Social media is a part of everyday life for millions of people, and organizations have found that it has infiltrated working life. Employers are learning they need to manage the impact social media has on the workplace, both the positive and the negative. For example:
- Employers fear that employee personal social media use will be a distraction and decrease productivity.
- There is a concern that what employees say on social media will reflect poorly on the organization, even if those comments are not made on company time.
- The company itself is represented online, either through official social media pages or through the actions of anyone who is (or claims to be) affiliated with the organization—even if not acting in any official capacity. The company’s reputation is on the line.
All of these components need to be addressed by a social media policy, but the organization must also consider employee rights in the process. The company needs to look at this from multiple angles:
- Employers should consider who represents the company online.
- The company should consider whether employees can use social media accounts at work and how a potential hit to employee morale when banning it compares to any risk to productivity that may come with allowing it.
- The company also needs to keep in mind the related legal ramifications of any policy they create. (One specific legal issue, concerted activity, is described below.)
- Ideally, any social media policy will have a clear connection to the company’s vision and mission, and will incorporate company culture as well—all of which is no easy task.
Respecting Concerted Activity
Let’s take a look at one particular legal consideration to keep in mind when drafting a social media policy: concerted activity, which is a protected right of employees.
One of the primary reasons employers create a social media policy is to limit risks—including the risk to the reputation of the organization that comes from the online activities of employees. It can be tempting to simply have your social media policy say that employees cannot talk negatively about the organization in any way online. However, it’s not nearly that simple from a legal standpoint. This is because employers cannot infringe upon an employee’s right to talk about an employer—this right is protected by the National Labor Relations Act (NLRA).

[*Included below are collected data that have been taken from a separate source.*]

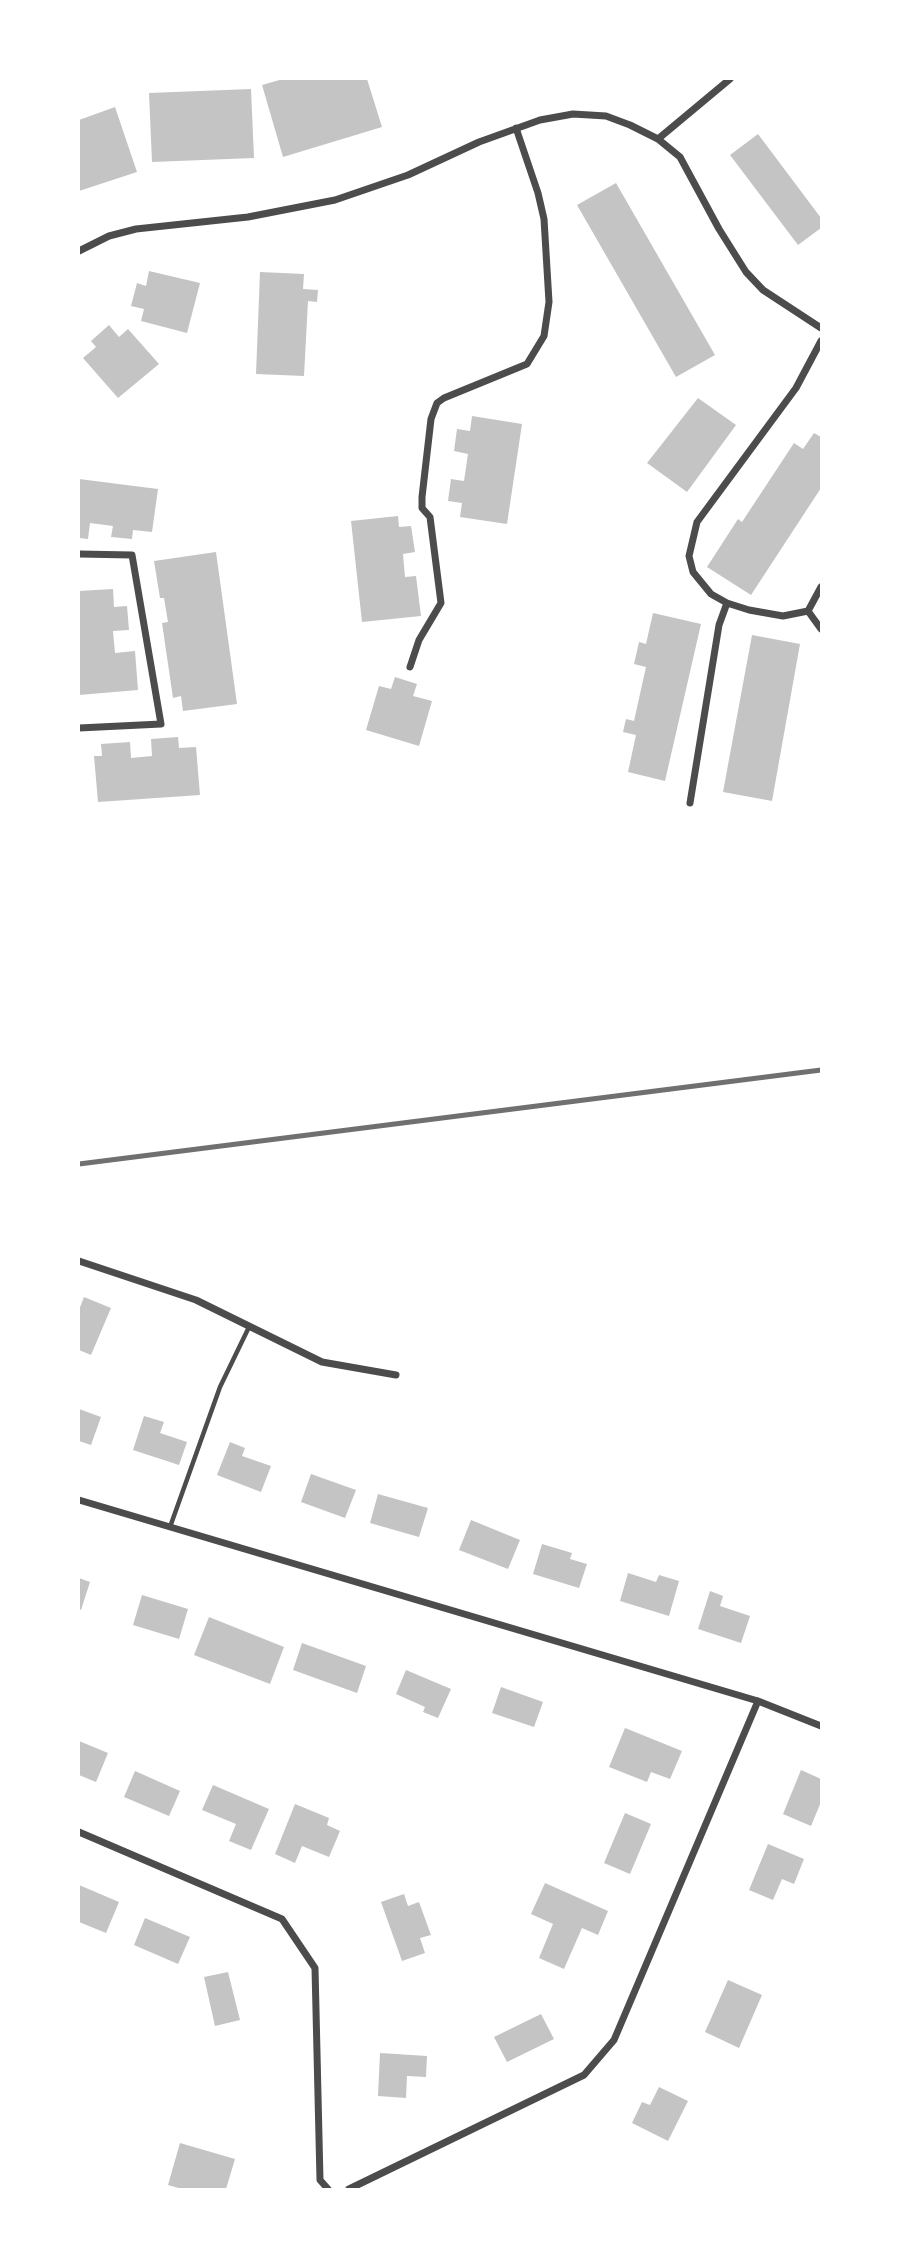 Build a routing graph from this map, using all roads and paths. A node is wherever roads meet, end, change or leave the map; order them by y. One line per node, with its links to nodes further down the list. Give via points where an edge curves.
1 (730, 79): 3 (street)
2 (516, 128): 3 (street, via 573,114 606,116); 4 (street, via 408,175 335,200 248,217 136,229 108,236); 12 (street, via 544,219 549,302 544,337 527,364 437,403 431,419 422,508 430,517 441,603 419,640)
3 (658, 139): 5 (street, via 680,157 746,272 763,290)
4 (79, 251)
5 (821, 328)
6 (821, 341): 9 (street, via 790,398 697,522 689,556 693,572 711,594)
7 (79, 554): 13 (street, via 132,555 161,724)
8 (821, 587): 10 (street)
9 (727, 603): 10 (street, via 783,616); 14 (street, via 719,625)
10 (808, 611): 11 (street)
11 (821, 629)
12 (410, 667)
13 (79, 728)
14 (690, 803)
15 (79, 1261): 16 (street, via 196,1300)
16 (249, 1326): 17 (street, via 322,1362); 19 (lane, via 220,1387)
17 (396, 1375)
18 (79, 1500): 19 (street)
19 (170, 1528): 20 (street)
20 (758, 1701): 21 (street); 24 (street, via 614,2040 584,2075)
21 (821, 1726)
22 (79, 1832): 23 (street, via 282,1919 315,1968 320,2180)
23 (328, 2189)
24 (349, 2189)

The NLRA prohibits employers from restricting concerted activity among employees. Employers need to be aware that this can extend to social media in many instances. Since employees have the right to discuss working conditions, they can do so online—and restricting such discussions could be deemed a denial of an employee’s rights to concerted activity. What this means in practice is that employers should be careful to not restrict employees from discussing the organization, even if that means they do so in a public forum, such as social media.
Employers should also be wary of being too restrictive in other ways, such as restricting employees from “friending” other employees or being too strict on what data can be publicly shared.
Keeping all of this straight can seem daunting. What can an employer do? The key here is to be specific in what action is restricted. It’s often vague or overly-broad restrictions that get employers into trouble. For example, it’s fine to prohibit employees from harassing one another on social media, making blatantly false statements, or disclosing trade secrets that would irreparably harm the company (giving specific examples will further strengthen the policy). On the other hand, it’s not okay to make a blanket statement prohibiting any discussion of the work environment or prohibiting any discussion of any other person in the organization. Many employers have even opted to include a clause that alerts employees to their NLRA rights, just to be clear that these rights are not being infringed upon.
**This article does not constitute legal advice. Always consult legal counsel with specific questions.**
About Bridget Miller:
Bridget Miller is a business consultant with a specialized MBA in International Economics and Management, which provides a unique perspective on business challenges. She’s been working in the corporate world for over 15 years, with experience across multiple diverse departments including HR, sales, marketing, IT, commercial development, and training.
It’s worth remembering that the NLRA applies to EVERY employer, not just those that are unionized.